In this light, "absorption capacity" is in the context of the EU not just a flawed but a dishonest concept. First, because it refers to supposed empirical limits that have not been defined and have very weak theoretical and practical underpinnings. Second, because politicians can seek to use an apparently objective and "non-political" term to set new barriers to enlargement rather than confronting the political problems enlargement raises with their domestic electorates.
This approach is also remarkably shortsighted. The EU's greatest achievement to date has been to anchor newly democratised and marketised economies in a larger framework of rules and to provide them with incentives against backsliding. This function would be seriously at risk if the "absorption capacity" mentality gained acceptance.
The phrase is also unhelpful and misleading in the context of institutional change. It is indeed the case that Europe's political leaders will one day have to return to the question of how to reform Europe's rules and institutions. But the mantra of "absorption capacity" is deceptive here too. The reality is that the existing treaties remain unintelligible to citizens, unprincipled about organisation, and fail to provide Europe with an evidence-based, rule-making capacity that also reflects what Europe's citizens want.
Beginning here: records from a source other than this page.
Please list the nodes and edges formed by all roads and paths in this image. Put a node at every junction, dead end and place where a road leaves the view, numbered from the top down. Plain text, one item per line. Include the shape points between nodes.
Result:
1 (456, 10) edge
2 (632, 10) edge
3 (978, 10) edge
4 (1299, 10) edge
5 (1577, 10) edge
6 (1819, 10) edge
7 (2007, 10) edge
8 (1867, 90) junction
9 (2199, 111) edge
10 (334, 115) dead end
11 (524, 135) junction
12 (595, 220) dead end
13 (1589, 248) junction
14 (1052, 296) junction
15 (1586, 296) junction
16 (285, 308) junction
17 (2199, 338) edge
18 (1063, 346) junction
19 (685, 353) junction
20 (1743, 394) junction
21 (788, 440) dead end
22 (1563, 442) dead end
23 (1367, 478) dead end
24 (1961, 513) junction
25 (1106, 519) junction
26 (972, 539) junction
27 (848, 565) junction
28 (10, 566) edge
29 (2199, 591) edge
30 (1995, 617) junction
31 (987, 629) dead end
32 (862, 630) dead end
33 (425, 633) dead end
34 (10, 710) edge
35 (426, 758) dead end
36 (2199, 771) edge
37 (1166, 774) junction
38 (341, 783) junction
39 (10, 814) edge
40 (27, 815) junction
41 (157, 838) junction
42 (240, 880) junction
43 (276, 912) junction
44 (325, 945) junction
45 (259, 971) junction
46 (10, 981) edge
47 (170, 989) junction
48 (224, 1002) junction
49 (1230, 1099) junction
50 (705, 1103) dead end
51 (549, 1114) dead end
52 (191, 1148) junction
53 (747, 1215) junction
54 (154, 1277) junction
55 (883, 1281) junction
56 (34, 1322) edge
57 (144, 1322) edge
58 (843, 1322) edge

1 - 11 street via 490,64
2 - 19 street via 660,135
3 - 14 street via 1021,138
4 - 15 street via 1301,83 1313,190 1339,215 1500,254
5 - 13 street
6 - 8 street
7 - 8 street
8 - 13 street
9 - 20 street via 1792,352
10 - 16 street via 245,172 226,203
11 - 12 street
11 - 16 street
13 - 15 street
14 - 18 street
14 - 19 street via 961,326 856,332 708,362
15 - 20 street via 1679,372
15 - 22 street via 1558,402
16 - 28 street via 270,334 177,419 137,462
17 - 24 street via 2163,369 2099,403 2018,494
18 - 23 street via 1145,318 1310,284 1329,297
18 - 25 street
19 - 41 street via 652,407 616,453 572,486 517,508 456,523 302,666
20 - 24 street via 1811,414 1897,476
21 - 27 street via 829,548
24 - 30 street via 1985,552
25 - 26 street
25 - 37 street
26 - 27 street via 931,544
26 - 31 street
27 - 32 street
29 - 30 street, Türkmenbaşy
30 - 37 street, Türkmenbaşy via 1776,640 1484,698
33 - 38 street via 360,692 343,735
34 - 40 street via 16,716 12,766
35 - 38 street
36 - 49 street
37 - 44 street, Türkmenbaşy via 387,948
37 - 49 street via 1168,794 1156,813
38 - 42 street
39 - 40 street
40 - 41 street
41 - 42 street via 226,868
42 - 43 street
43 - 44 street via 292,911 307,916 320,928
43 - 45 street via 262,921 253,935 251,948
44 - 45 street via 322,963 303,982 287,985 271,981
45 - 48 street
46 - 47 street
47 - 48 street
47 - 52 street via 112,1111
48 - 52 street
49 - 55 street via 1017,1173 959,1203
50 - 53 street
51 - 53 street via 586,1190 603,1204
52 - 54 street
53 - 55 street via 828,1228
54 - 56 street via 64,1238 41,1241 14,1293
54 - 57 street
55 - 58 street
The debate initiated over "absorption capacity" is a diversion from the European Union's real political problems: enlargement, rethinking its treaty base, economic reform, and its role in the world. These can be resolved only if the EU develops a much simpler overall structure that allows for much greater internal diversity. That is the real challenge facing Europe, and the way to guarantee that the current fragile optimism will be made secure.